Only once since then has the House of Representatives chosen the President: In 1824, Andrew Jackson received 99 electoral votes, John Quincy Adams (son of John Adams) 84, William H. Crawford 41 and Henry Clay 37. All of the candidates were members of the Democratic-Republican Party (though there were significant political differences among them), and each had fallen short of the 131 votes necessary to win. Because the House could only consider the top three candidates, Clay could not become President. Crawford's poor health following a stroke made his election by the House unlikely. Andrew Jackson expected the House to vote for him, as he had won a plurality of the popular and electoral votes. Instead, the House elected Adams on the first ballot with thirteen states, followed by Jackson with seven and Crawford with four. Clay had endorsed Adams for the Presidency; the endorsement carried additional weight because Clay was the Speaker of the House. When Adams later appointed Clay his Secretary of State, many—particularly Jackson and his supporters—accused the pair of making a "Corrupt Bargain". In the less contested election for vice president, John C. Calhoun received 182 votes and was elected outright.

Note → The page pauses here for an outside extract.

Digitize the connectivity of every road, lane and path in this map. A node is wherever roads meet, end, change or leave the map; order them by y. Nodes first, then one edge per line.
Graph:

In 1836, the Whig Party nominated different candidates in different regions in the hopes of splintering the electoral vote and denying Martin Van Buren, the Democratic candidate, a majority in the Electoral College, thereby throwing the election into the Whig-controlled House. However, this strategy failed with Van Buren winning majorities of both the popular and electoral vote. In that same election no candidate for Vice President secured a majority in the electoral college as Democratic Vice Presidential nominee Richard Mentor Johnson did not receive the electoral votes of Democratic electors from Virginia, because of his relationship with a former slave. As a result Johnson received 147 electoral votes, one vote short of a majority; to be followed by Francis Granger with 77, John Tyler with 47 and William Smith with 23. This caused the Senate to choose whether Johnson or Granger would be the new Vice President. Johnson won with 33 votes, with Granger receiving 16.

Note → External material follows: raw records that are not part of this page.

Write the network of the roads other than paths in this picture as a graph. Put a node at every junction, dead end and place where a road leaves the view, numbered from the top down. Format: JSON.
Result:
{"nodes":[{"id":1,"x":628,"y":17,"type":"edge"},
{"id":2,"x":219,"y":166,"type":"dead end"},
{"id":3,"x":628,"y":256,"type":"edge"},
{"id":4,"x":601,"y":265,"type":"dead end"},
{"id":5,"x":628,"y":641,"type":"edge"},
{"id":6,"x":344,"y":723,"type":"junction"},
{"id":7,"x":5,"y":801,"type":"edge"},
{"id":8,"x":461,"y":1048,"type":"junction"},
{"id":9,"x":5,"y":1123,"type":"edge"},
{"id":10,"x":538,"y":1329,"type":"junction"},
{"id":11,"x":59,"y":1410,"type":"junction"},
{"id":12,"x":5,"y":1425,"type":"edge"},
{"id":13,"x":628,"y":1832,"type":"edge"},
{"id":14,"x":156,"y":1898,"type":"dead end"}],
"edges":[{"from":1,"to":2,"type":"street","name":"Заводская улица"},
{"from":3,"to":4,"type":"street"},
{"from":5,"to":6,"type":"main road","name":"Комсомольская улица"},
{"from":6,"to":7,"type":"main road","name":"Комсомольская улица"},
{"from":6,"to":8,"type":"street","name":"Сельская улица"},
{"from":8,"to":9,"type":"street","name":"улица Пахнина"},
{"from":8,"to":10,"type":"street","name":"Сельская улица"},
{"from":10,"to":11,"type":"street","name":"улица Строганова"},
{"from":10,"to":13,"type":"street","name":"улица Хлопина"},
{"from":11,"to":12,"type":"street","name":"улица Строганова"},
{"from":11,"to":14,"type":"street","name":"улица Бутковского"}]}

Since 1836, no major U.S. party has nominated multiple regional presidential or vice presidential candidates in an election. However, since the Civil War there have been two serious attempts by Southern-based parties to run regional candidates in hopes of denying either of the two major candidates an electoral college majority. Both attempts (in 1948 and 1968) failed, but not by much—in both cases a shift in the result of two close states would have forced the respective elections into the House.

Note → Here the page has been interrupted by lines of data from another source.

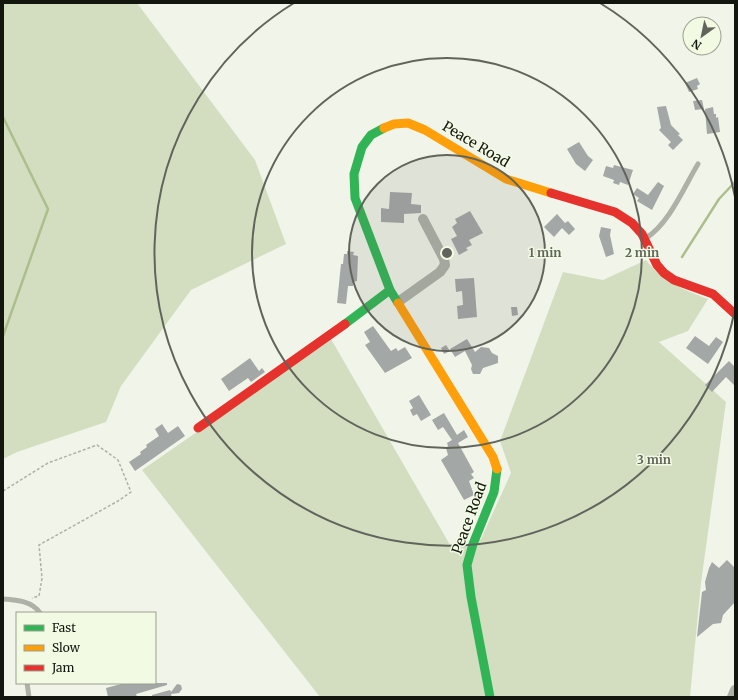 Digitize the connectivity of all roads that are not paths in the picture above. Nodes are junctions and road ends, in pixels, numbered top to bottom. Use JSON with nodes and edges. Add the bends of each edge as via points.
{"nodes":[{"id":1,"x":698,"y":164,"type":"dead end"},
{"id":2,"x":424,"y":219,"type":"dead end"},
{"id":3,"x":646,"y":238,"type":"junction"},
{"id":4,"x":390,"y":290,"type":"junction"},
{"id":5,"x":398,"y":302,"type":"junction"},
{"id":6,"x":735,"y":314,"type":"edge"},
{"id":7,"x":198,"y":428,"type":"dead end"},
{"id":8,"x":3,"y":599,"type":"edge"},
{"id":9,"x":39,"y":612,"type":"edge"},
{"id":10,"x":27,"y":684,"type":"edge"},
{"id":11,"x":735,"y":690,"type":"edge"},
{"id":12,"x":29,"y":697,"type":"edge"},
{"id":13,"x":490,"y":697,"type":"edge"},
{"id":14,"x":732,"y":697,"type":"edge"}],
"edges":[{"from":1,"to":3,"type":"lane","via":[[664,221],[656,232]]},
{"from":2,"to":5,"type":"street","via":[[444,259],[444,265],[440,272]]},
{"from":3,"to":4,"type":"street","name":"Peace Road","via":[[633,224],[615,212],[506,179],[425,130],[408,123],[394,124],[367,140],[360,152],[354,174],[355,198]]},
{"from":3,"to":6,"type":"street","name":"Peace Road","via":[[656,264],[665,274],[716,295]]},
{"from":4,"to":5,"type":"street","name":"Peace Road"},
{"from":4,"to":7,"type":"street","via":[[306,353]]},
{"from":5,"to":13,"type":"street","name":"Peace Road","via":[[494,457],[498,468],[497,483],[472,545],[468,562],[478,639]]},
{"from":8,"to":9,"type":"lane","via":[[18,600],[32,605]]},
{"from":10,"to":12,"type":"lane"},
{"from":11,"to":14,"type":"street"}]}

In modern elections, a running mate is often selected in order to appeal to a different set of voters. A Habitation Clause issue arose during the 2000 presidential election contested by George W. Bush (running-mate Dick Cheney) and Al Gore (running-mate Joe Lieberman), because it was alleged that Bush and Cheney were both inhabitants of Texas and that the Texas electors therefore violated the Twelfth Amendment in casting their ballots for both. Bush's residency was unquestioned, as he was Governor of Texas at the time. Cheney and his wife had moved to Dallas five years earlier when he assumed the role of chief executive at Halliburton. Cheney grew up in Wyoming and had represented it in Congress. A few months before the election, he switched his voter registration and driver's license to Wyoming and put his home in Dallas up for sale. Three Texas voters challenged the election in a federal court in Dallas and then appealed the decision to the United States Court of Appeals for the Fifth Circuit, where it was dismissed.